Le vieux qui ne voulait pas fêter son anniversaire

Pour son troisième long métrage, le réalisateur suédois Felix Herngren a choisi d’adapter le best-seller de son compatriote Jonas Jonasson, Le vieux qui ne voulait pas fêter son anniversaire (2010, 2011 en France). Succès sans précédent au box-office suédois, le film risque d’avoir plus de mal à conquérir le public français à cause de ses interprètes surgrimés qui manquent de conviction et d’une lenteur excessive. Pourtant, l’humour loufoque est bel et bien présent, et réserve quelques scènes d’anthologie.

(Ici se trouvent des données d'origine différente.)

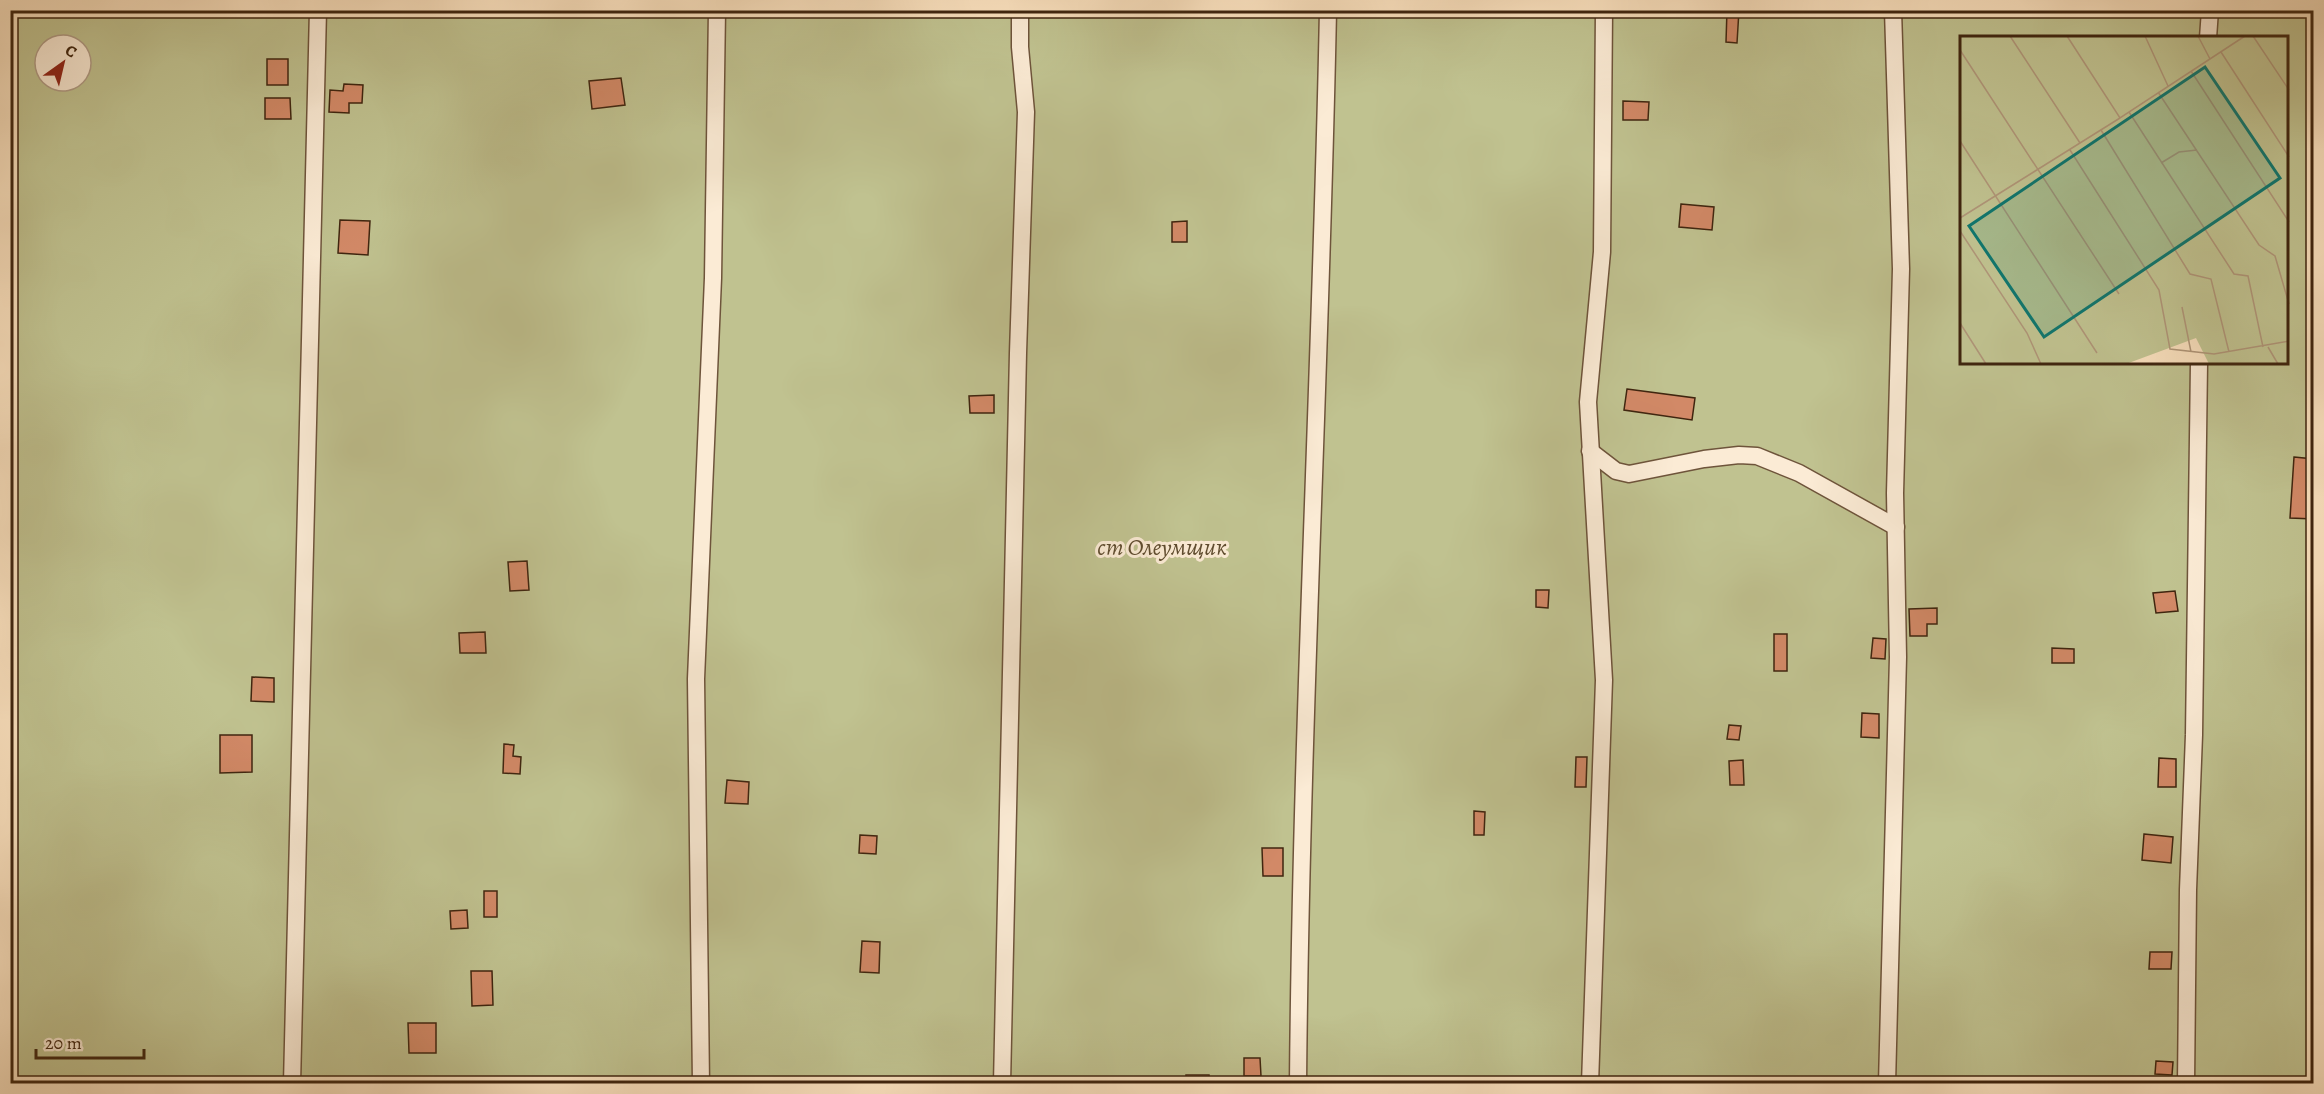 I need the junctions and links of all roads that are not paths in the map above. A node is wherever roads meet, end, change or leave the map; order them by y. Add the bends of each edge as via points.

Que les lecteurs du livre se rassurent : mis à part quelques scènes mises de côté – ce qui est inévitable dans toute adaptation – le film de Félix Herngren n’édulcore par les trouvailles loufoques et le joyeux goût pour le n’importe quoi du roman. Le vieux qui ne voulait pas fêter son anniversaire narre l’histoire d’Allan qui décide, le jour de ses 100 ans, de fausser compagnie aux pensionnaires de la maison de retraite où il a été placé à cause de sa passion problématique pour les explosifs. S’en suit une série d’aventures rocambolesques pour le centenaire, qui vole par mégarde une valise pleine de billets et se retrouve poursuivi par des petites frappes pas très fût-fût aux airs de Pieds-Nickelés. Dans ce périple, il rencontre un jeune homme qui, avide de connaissance, multiplie les diplômes sans travailler, une rousse qui a pour animal de compagnie un éléphant, et d’autres compagnons de route tout aussi délurés.

Comme le roman, le film joue sur l’alternance entre un présent en forme de course-poursuite et un passé où l’on voit Allan, orphelin benêt mais artificier hors-pair, croiser les grands de ce monde et influer sur le cours de l’histoire du XXe siècle. Cette mise en perspective d’un passé hautement mouvementé, qui voit par exemple Allan danser et collaborer avec Staline avant d’atterrir au goulag d’où il s’enfuira avec le frère jumeau d’Einstein, avec un présent tenu par des enjeux plus intimistes n’est pas sans rappeler le parcours de Forrest Gump. A sa devise « La vie, c’est comme une boîte de chocolats : on ne sait jamais sur quoi on va tomber », notre vieillard en a une sur la même lignée : «Les choses sont ce qu’elles sont, et ce qui sera sera » . Cependant, la réalisation du cinéaste suédois manque de finesse : il saute sans transition d’une intrigue dont l’enjeu historique est majeur à l’histoire anecdotique de deux vieillards philosophant sur le sens de la vie.

Paradoxalement, cette aventure aux multiples rebondissements manque cruellement de rythme. Son schéma narratif, basé sur une répétition incessante de scènes construites de la même manière, lasse très vite. Le spectateur a du mal à s’émouvoir du destin d’Allan tant le réalisateur a choisi un parti-pris de traitement presque clinique de son héros. Robert Gustafsson, comique renommé en Suède, joue le rôle d’Allan à tous les âges de sa vie d’homme, se grimant à outrance lorsqu’il devient centenaire. Cette figure côtoie des décors pâteux, grossièrement numérisés, qui renforcent un détachement étonnant pour ce genre d’histoire qui se voudrait divertissante.

Et c’est en effet un autre des travers dans lequel est tombé le film : le réalisateur semble vouloir embrasser tous les genres, de la fresque à la comédie romantique en passant par le thriller, sans faire de choix. En résulte une accumulation de gags qui peine à tenir sur la longueur. D’autant que le film, qui dure presque deux heures, est d’une lenteur caractéristique de l’écriture nordique.

Il fallait un certain courage, ou une certaine folie, pour adapter à l’écran le roman loufoque Le vieux qui ne voulait pas fêter son anniversaire . Malgré des situations cocasses, l’interprétation et le rythme de ce Forest Gump ridé, accro à la dynamite et à l’aquavit, n’aura en France probablement pas le même succès en salle que celui qu’il a pu avoir en librairie.